第8話 光の道標

「日野さん、告られたんだってさ」

「え? ウソー? 誰に?」

「それがあの、――”宇宙人”だって」

「ええ? ”宇宙人”ってあの、先光?」

「うん。びっくりでしょ。朝、目撃した娘がいるってさ」

「信じられなぁい……だって”宇宙人”てその……ニンゲンの肌に触れられないんでしょ? ……そういう人でも、誰かと付き合いたいって思うんだ」

「あいつもああ見えて、人の子だったってことじゃないの」

「でも、日野さんと”宇宙人”のカップルって……まあ、二人ともちょっと変わり者だけど」

「一緒にしちゃあ日野さんに悪いよ。”宇宙人”は変わり者っつーか、ビョーキでしょ? あれ」


 とか。

 なんとか。


 嫌でも耳に入ってくる周囲の噂話に苦しみながら、なんとか一日の授業を受け切る。


 ちなみに陽鞠は、朝礼が始まったあたりで教室に戻ってきた。

 だが、今朝からずっと、一度も目を合わせてくれてはいない。


 その後、牛のように鈍重な速度で帰宅した頃には、すでに日は傾いていた。


「……ぐむ」


 リビングに到着すると同時に性も根も尽き果てて、僕はずいぶん久しぶりに全身の除菌処理を怠る羽目になる。

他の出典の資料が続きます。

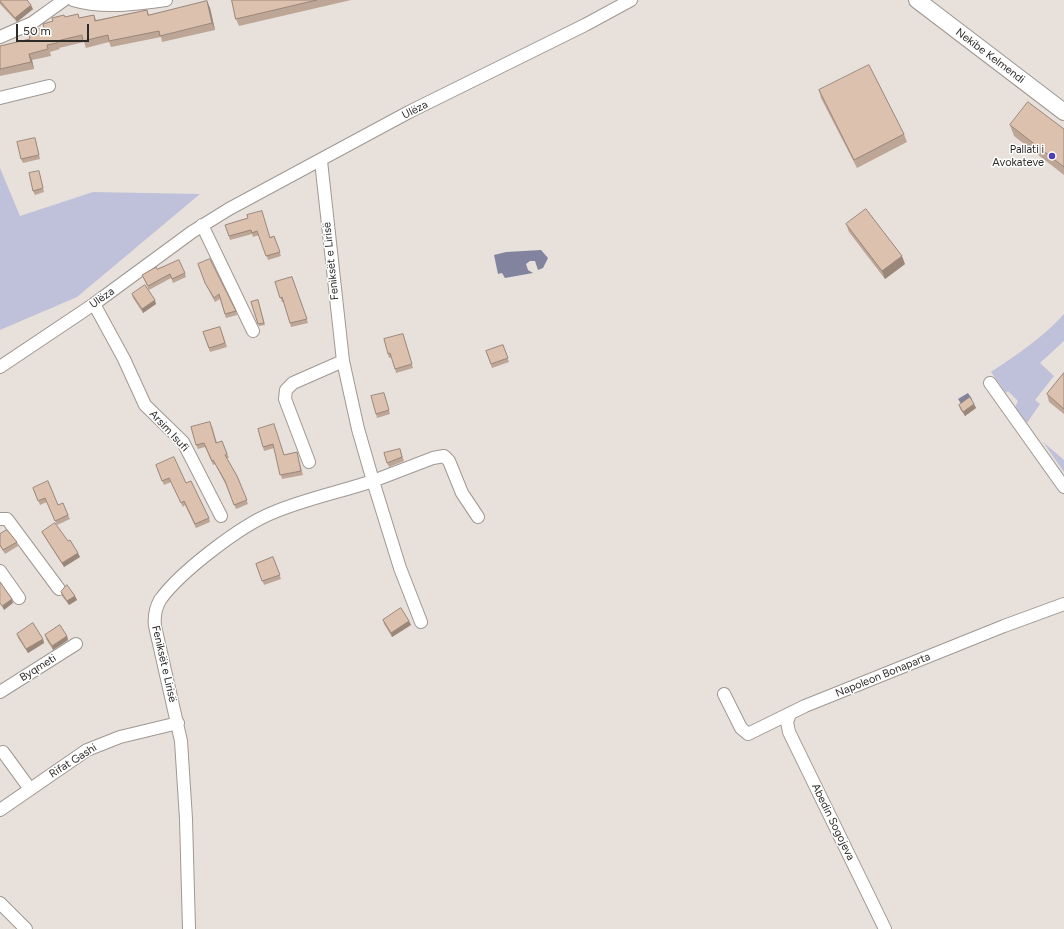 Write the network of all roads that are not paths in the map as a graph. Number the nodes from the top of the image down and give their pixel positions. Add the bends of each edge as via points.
1 (64, 0) edge
2 (72, 0) edge
3 (166, 0) edge
4 (631, 0) edge
5 (917, 0) edge
6 (0, 37) edge
7 (49, 86) dead end
8 (0, 98) edge
9 (1064, 112) edge
10 (320, 161) junction
11 (202, 225) junction
12 (94, 304) junction
13 (253, 331) dead end
14 (343, 361) junction
15 (0, 367) edge
16 (990, 383) dead end
17 (309, 462) dead end
18 (373, 481) junction
19 (1064, 487) edge
20 (221, 516) dead end
21 (478, 518) dead end
22 (0, 519) edge
23 (0, 571) edge
24 (59, 589) dead end
25 (19, 598) dead end
26 (1064, 604) edge
27 (421, 622) dead end
28 (76, 644) dead end
29 (0, 692) edge
30 (724, 694) dead end
31 (790, 714) junction
32 (178, 723) junction
33 (3, 752) dead end
34 (30, 789) junction
35 (0, 810) edge
36 (0, 903) edge
37 (26, 929) edge
38 (189, 929) edge
39 (885, 929) edge

1 - 6 street via 32,23
2 - 3 street via 107,5
4 - 10 street, Ulëza via 409,112
5 - 9 street, Nekibe Kelmendi
7 - 8 street
10 - 11 street, Ulëza
10 - 14 street, Feniksët e Lirisë
11 - 12 street, Ulëza
11 - 13 street
12 - 15 street, Ulëza
12 - 20 street, Arsim Isufi via 145,405 183,442
14 - 17 street via 292,383 286,390 285,399
14 - 18 street, Feniksët e Lirisë
16 - 19 street
18 - 21 street via 444,456 449,460 462,493
18 - 27 street, Feniksët e Lirisë via 400,568
18 - 32 street, Feniksët e Lirisë via 287,507 240,530 172,587 160,601 154,616 155,626
22 - 24 street via 7,519
23 - 25 street
26 - 31 street, Napoleon Bonaparta
28 - 29 street, Byqmeti
30 - 31 street, Napoleon Bonaparta via 741,728 748,734
31 - 39 street, Abedin Sogojeva via 787,722 789,732
32 - 34 street, Rifat Gashi via 103,743 78,756
32 - 38 street, Feniksët e Lirisë via 184,765
33 - 34 street
34 - 35 street, Rifat Gashi
36 - 37 street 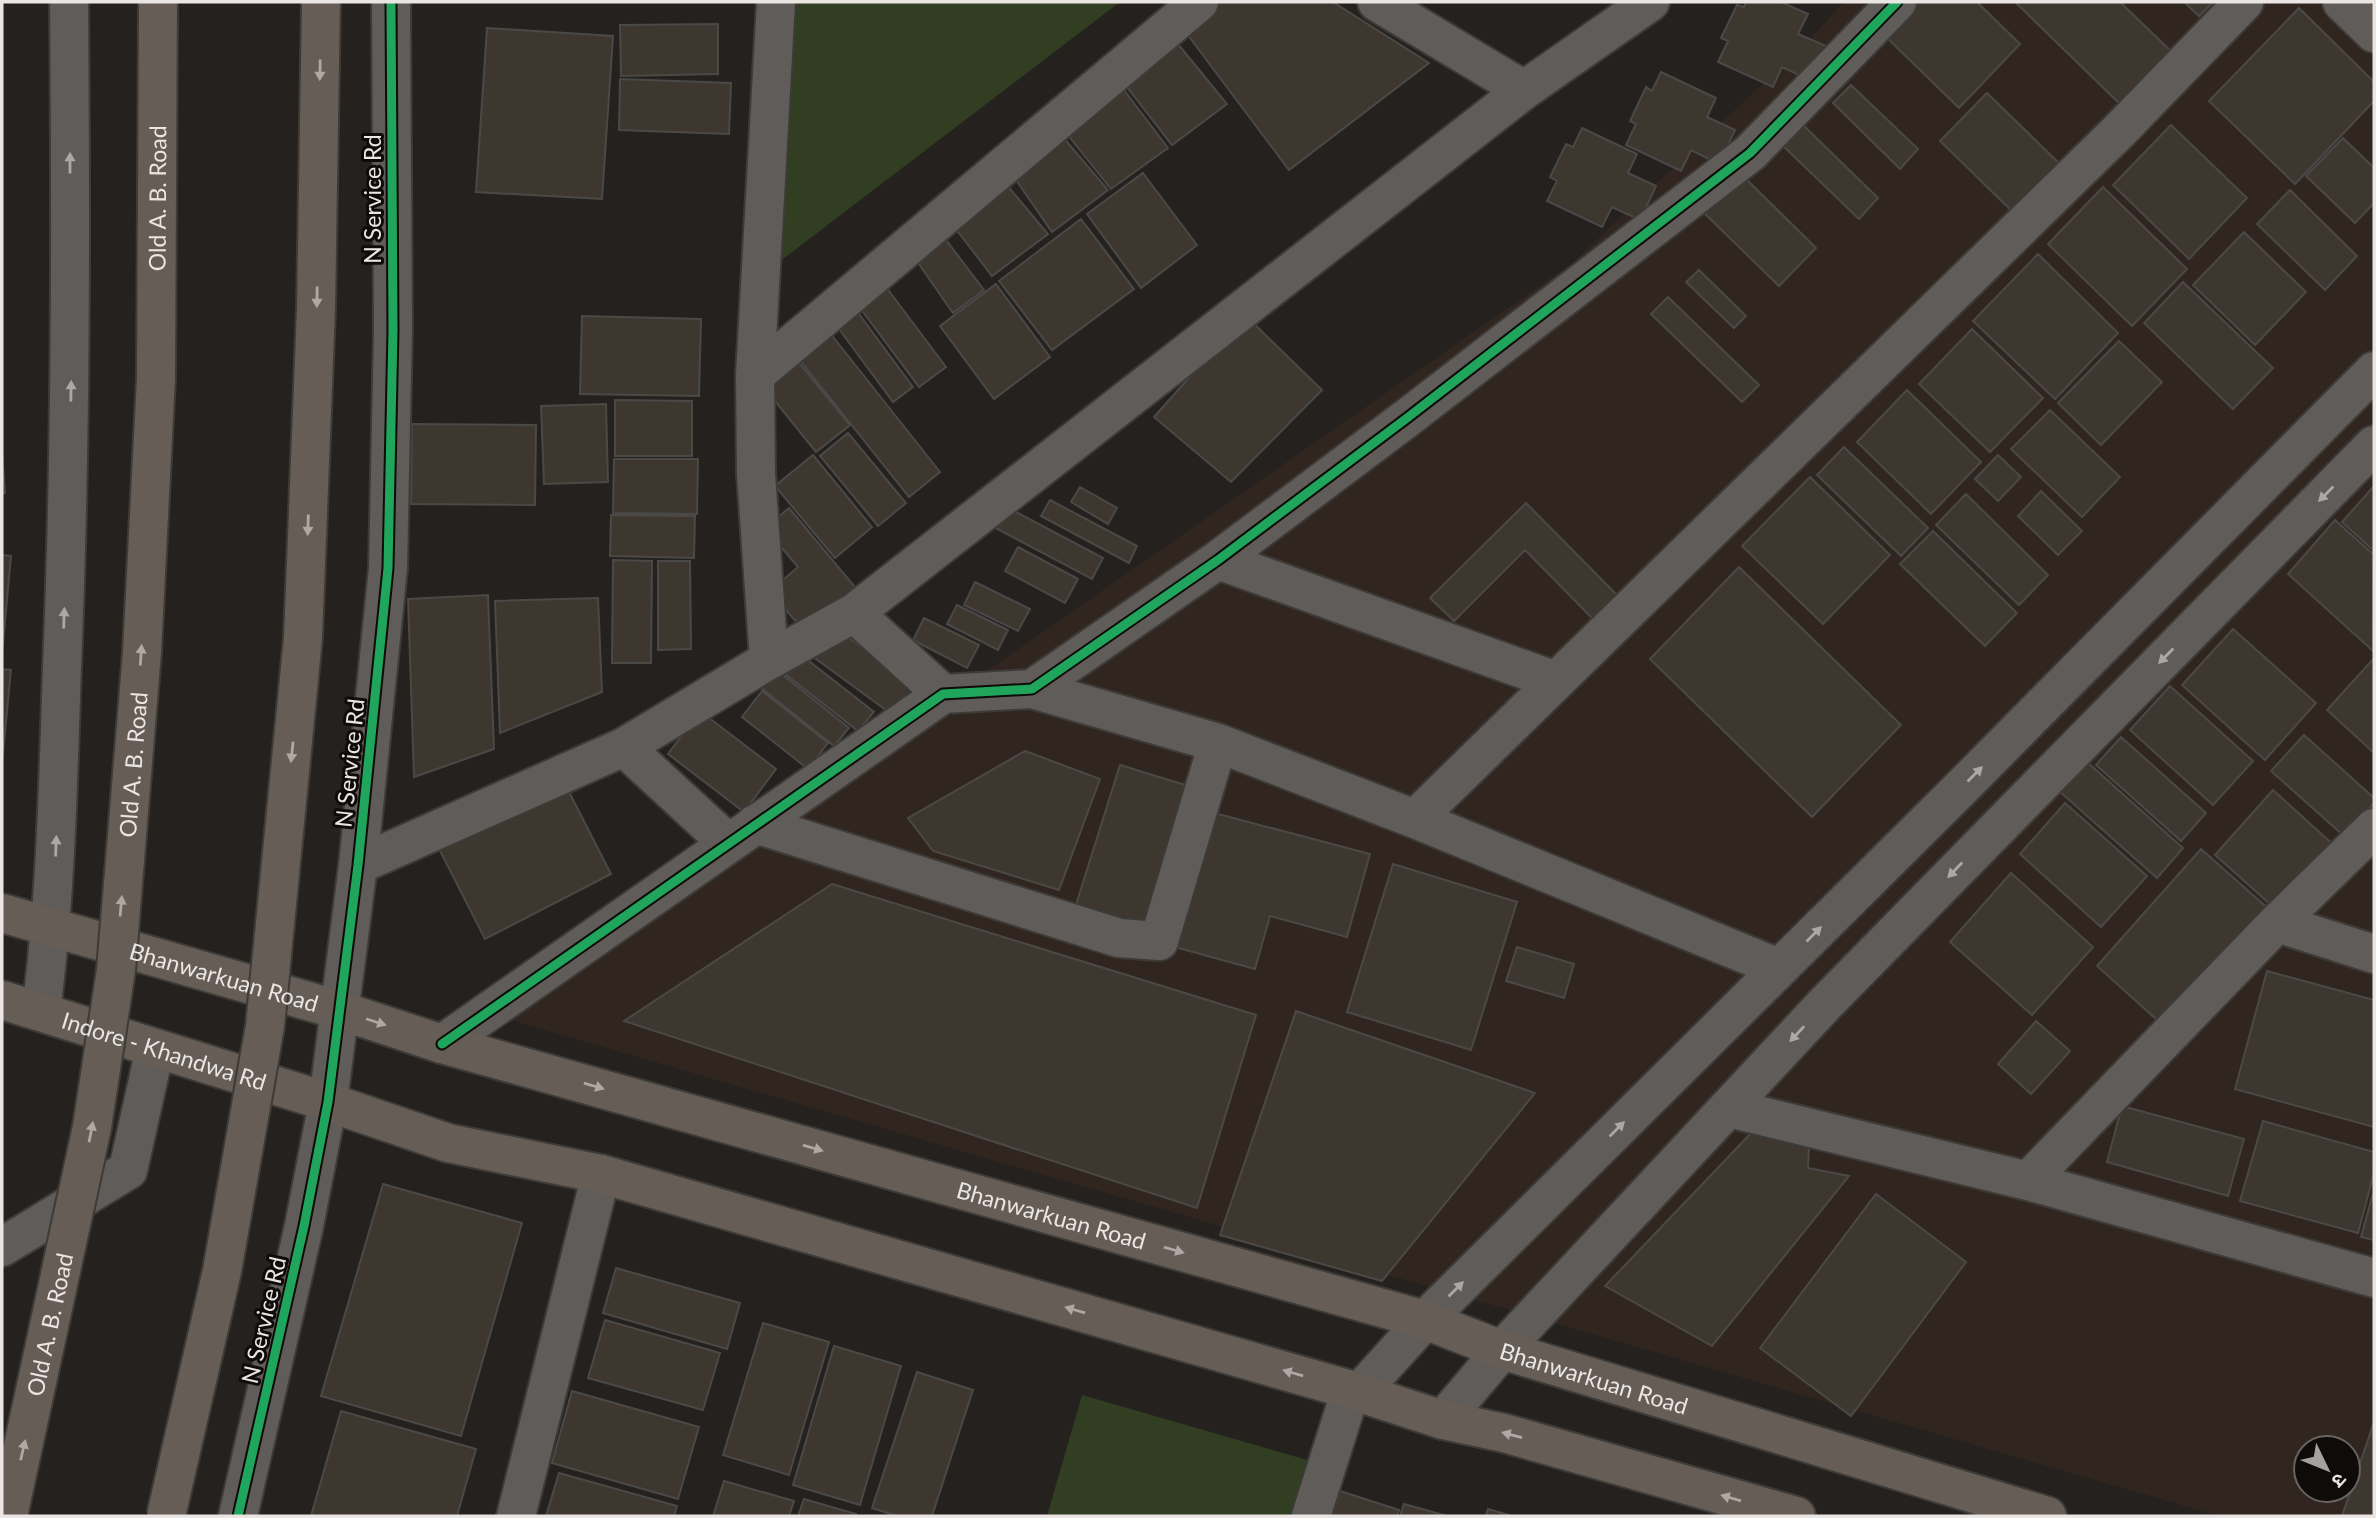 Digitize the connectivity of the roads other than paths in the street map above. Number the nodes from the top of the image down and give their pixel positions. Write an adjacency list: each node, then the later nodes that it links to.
1 (69, 2): 31 (street, one-way to 1)
2 (158, 2): 49 (main road, Old A. B. Road, one-way to 2, bridge)
3 (321, 2): 50 (main road, one-way to 50, bridge)
4 (391, 2): 28 (street, N Service Rd)
5 (776, 2): 15 (street)
6 (1199, 2): 15 (street)
7 (1377, 2): 13 (street)
8 (1650, 2): 13 (street)
9 (2244, 2): 20 (street)
10 (2342, 2): 12 (street)
11 (1890, 4): 17 (street)
12 (2374, 33)
13 (1524, 90): 18 (street)
14 (2374, 371): 33 (street, one-way to 14)
15 (755, 375): 19 (street)
16 (2374, 445): 40 (street, one-way to 40)
17 (1218, 560): 20 (street); 21 (street)
18 (854, 613): 19 (street); 22 (street)
19 (768, 660): 24 (street)
20 (1556, 681): 25 (street)
21 (1032, 689): 22 (street); 23 (street)
22 (943, 694): 27 (street)
23 (1218, 743): 25 (street); 27 (street)
24 (624, 747): 27 (street); 28 (street)
25 (1415, 819): 33 (street)
26 (2374, 828): 30 (street)
27 (741, 833): 37 (street)
28 (358, 866): 35 (street, N Service Rd)
29 (2, 913): 31 (main road, Bhanwarkuan Road)
30 (2277, 923): 32 (street); 42 (street)
31 (52, 926): 35 (main road, Bhanwarkuan Road); 36 (street)
32 (2374, 954)
33 (1779, 968): 45 (street, one-way to 33)
34 (2, 1000): 36 (main road, Indore - Khandwa Rd)
35 (339, 1010): 37 (main road, Bhanwarkuan Road, one-way to 37); 39 (street, N Service Rd)
36 (41, 1011): 38 (main road, Indore - Khandwa Rd)
37 (442, 1044): 45 (main road, Bhanwarkuan Road, one-way to 45)
38 (155, 1048): 39 (main road, Indore - Khandwa Rd); 43 (street)
39 (328, 1102): 41 (main road); 51 (street, N Service Rd)
40 (1729, 1108): 42 (street); 46 (street)
41 (601, 1174): 47 (main road, one-way to 41); 52 (street)
42 (2028, 1181): 44 (street)
43 (2, 1247)
44 (2374, 1278)
45 (1425, 1320): 46 (main road, Bhanwarkuan Road); 47 (street)
46 (1502, 1350): 48 (street); 55 (main road, Bhanwarkuan Road)
47 (1355, 1391): 48 (main road); 53 (street)
48 (1443, 1420): 54 (main road, one-way to 48)
49 (8, 1516)
50 (166, 1516)
51 (238, 1516)
52 (516, 1516)
53 (1311, 1516)
54 (1797, 1516)
55 (2047, 1516) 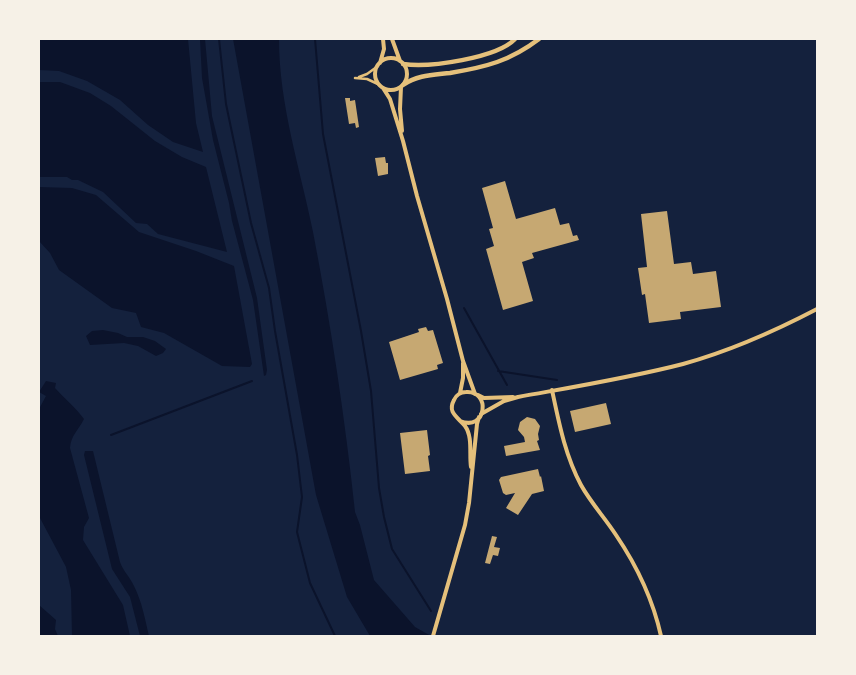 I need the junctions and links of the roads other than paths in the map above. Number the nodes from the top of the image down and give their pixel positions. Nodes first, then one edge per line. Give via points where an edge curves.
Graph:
1 (383, 39) edge
2 (392, 39) edge
3 (516, 39) edge
4 (539, 39) edge
5 (401, 62) junction
6 (379, 65) junction
7 (382, 86) junction
8 (402, 86) junction
9 (403, 141) junction
10 (817, 309) edge
11 (463, 361) junction
12 (552, 390) junction
13 (460, 393) junction
14 (476, 394) junction
15 (518, 397) junction
16 (480, 416) junction
17 (460, 421) junction
18 (472, 472) junction
19 (434, 636) edge
20 (661, 636) edge

1 - 6 main road via 383,56
2 - 5 main road
3 - 5 highway via 503,49 483,56 424,64
4 - 8 highway via 502,61 420,77
5 - 6 main road via 389,59
5 - 8 main road via 407,73
6 - 7 main road via 376,76
6 - 7 street via 355,78
7 - 8 main road via 392,90
7 - 9 main road via 390,99
8 - 9 main road
9 - 11 main road
10 - 12 main road via 764,335 695,360
11 - 13 main road
11 - 14 main road
12 - 15 main road
12 - 20 main road via 570,464 636,569
13 - 14 main road
13 - 17 main road via 452,406 453,415
14 - 15 main road via 484,398
14 - 16 main road via 482,404
15 - 16 main road via 504,401
16 - 17 main road via 468,423
16 - 18 main road
17 - 18 main road via 469,437
18 - 19 main road via 465,525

 そして、ふらふらとお気に入りのカウチに座り込むやいなや、ぷっつりと意識を消失させた。


『ちょ……灰里っ? 大丈夫か、おい?』


 ポケットの中から悲鳴が聞こえた気がしたが、返事をする気力はない。


 無理もない。

 あのような長台詞を吐いたのは、実に数年ぶりのことであった。

 だが、不思議と後悔はない。


 この広い一軒家で、一人きり。ずっと平気なふりをしてきたが。

 一人ぼっちは辛い。一人ぼっちでは生きていけない。

 ずっと気づいていた。

 孤独は人を蝕むものだ。本人がそれと気づかぬうちに。


 今になって思えば、『運命×少女』を始めたのも、そんな生活に慰みを求めた結果なのかもしれない。



 目を覚ましたのは、午前零時を回った頃であった。


「いてて……」


 妙な体勢で眠っていたせいでガチガチになっている身体をほぐしながら、スマホを探る。闇色のリビングを、画面の光が煌々と照らし出していた。


「……ん?」


 と、そこで違和感に気づく。


――そういえばこのスマホ、昨晩からずっと起動しっぱなしになってるよな。


 こんな風に四六時中点けっぱなしになっているなら、そろそろ電池切れの表示が出てもおかしくないような気がするのだが。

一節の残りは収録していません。